COMMENT

Greece, getting smaller

MARIA KATSOUNAKI

TAGS: Society, Economy

“Instead of ‘Little Greece’ we need a serious Greece,” former Prime Minister Costas Simitis told the Delphi Economic Forum on Friday.

As he spoke, Athens was suffocating again because of a mass transit strike, “unknown persons” were destroying ticket validating machines on buses, Eurostat’s figures showed that Greece is the consistent champion in unemployment, at 23 percent (with the next country, Spain, at 18.2 percent and the eurozone average at 9.6 percent), while a report from the Cologne Institute for Economic Research (IW) named Greece the leader in the percentage rise of poverty.

The talks between the Greek government and its creditors show more differences than convergence, while Politico reported that the government has asked the World Bank for technical and financial assistance…

Each of the issues we mentioned has a past, present and future. They are not the same – some are tied to the economic crisis, other are not.

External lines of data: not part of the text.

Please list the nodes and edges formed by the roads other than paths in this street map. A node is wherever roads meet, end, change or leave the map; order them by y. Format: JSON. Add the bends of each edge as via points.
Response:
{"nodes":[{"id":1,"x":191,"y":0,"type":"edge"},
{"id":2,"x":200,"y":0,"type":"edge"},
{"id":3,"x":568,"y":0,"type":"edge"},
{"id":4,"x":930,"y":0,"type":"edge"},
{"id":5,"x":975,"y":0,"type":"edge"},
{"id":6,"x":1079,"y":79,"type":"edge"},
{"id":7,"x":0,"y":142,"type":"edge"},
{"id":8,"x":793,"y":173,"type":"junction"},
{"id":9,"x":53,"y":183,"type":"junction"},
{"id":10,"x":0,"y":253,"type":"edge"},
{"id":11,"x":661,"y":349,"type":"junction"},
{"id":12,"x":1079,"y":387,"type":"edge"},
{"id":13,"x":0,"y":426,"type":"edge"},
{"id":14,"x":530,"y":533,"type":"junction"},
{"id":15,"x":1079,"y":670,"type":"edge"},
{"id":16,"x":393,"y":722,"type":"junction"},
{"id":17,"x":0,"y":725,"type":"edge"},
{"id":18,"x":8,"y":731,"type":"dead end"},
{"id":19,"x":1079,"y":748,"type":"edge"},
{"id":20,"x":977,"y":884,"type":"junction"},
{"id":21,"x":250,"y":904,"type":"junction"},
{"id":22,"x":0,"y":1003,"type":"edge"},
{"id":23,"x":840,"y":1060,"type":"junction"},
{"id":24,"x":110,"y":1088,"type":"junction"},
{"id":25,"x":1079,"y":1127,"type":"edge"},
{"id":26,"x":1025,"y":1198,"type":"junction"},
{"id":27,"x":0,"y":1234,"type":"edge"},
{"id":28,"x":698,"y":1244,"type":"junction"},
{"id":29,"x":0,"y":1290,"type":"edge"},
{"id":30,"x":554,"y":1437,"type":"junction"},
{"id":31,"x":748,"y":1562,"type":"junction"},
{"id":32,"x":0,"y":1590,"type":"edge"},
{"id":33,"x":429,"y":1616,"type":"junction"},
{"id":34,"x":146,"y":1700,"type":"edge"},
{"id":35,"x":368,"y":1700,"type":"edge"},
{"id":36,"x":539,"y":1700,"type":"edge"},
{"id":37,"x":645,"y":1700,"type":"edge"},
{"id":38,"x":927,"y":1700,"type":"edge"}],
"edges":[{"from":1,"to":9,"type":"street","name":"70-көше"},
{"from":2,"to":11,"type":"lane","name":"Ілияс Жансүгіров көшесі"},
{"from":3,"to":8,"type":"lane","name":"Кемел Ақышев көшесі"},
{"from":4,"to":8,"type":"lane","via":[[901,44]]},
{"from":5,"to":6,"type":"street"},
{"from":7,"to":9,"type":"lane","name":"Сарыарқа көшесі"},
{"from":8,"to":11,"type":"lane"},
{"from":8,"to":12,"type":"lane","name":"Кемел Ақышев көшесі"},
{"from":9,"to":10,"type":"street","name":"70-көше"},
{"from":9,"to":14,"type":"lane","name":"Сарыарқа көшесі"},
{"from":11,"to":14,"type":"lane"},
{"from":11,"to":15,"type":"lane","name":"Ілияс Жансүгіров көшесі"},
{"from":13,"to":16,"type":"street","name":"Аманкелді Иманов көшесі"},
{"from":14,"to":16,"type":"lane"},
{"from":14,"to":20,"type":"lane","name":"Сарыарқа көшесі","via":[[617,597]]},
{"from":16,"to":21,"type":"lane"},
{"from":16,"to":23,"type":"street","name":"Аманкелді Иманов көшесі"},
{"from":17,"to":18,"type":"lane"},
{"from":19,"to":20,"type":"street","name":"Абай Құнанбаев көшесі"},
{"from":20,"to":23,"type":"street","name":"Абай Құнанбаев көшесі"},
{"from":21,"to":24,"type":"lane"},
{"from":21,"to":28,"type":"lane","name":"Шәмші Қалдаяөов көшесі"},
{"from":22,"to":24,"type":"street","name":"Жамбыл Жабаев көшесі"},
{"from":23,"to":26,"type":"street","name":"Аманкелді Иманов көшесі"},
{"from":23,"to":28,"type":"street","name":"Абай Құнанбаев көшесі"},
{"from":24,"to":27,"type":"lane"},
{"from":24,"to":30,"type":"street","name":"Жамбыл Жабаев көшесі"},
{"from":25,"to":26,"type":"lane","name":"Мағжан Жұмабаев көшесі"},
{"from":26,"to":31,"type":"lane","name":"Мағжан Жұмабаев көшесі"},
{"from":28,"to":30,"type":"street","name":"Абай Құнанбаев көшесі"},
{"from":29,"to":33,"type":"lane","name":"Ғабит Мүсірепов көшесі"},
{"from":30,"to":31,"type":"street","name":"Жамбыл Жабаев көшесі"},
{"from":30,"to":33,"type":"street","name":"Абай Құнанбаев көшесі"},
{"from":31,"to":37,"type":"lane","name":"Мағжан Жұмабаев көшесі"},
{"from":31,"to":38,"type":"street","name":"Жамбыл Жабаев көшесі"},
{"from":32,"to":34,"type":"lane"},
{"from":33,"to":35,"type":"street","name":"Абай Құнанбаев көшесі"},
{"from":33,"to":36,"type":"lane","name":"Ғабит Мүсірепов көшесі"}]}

One could argue that putting them together is aimed at making an impression. But let’s ask ourselves how the destruction of ticket validating machines was allowed to become a hobby.

How have illegality and criminality become normal? How will unemployment and poverty be reduced when every investment crashes against denial, suspicion and compulsive behavior? When the only thing that grows is the amount of taxes and social security fees that we must pay? Let us ask ourselves this: When did the discussion that for a strike to be held “50 percent plus 1” of employees must agree, so as to put an end to the impunity of minorities? Why has union leadership that is allied to political parties become “the right to strike” whereas any effort at reform serves the interests of the “economic oligarchy”?

How can anyone trust a government that, while “negotiating hard” at the same time declares “the crisis is over,” while behaving as if this were a Third World country?

Every day we are further gone in our illness and further from recovery.

Little Greece is neither honest nor serious. It is not size that makes her lack credibility, but the ever-deeper national autism, the constant repetition of the performance “we are fighting for solutions” while caring nothing for solutions.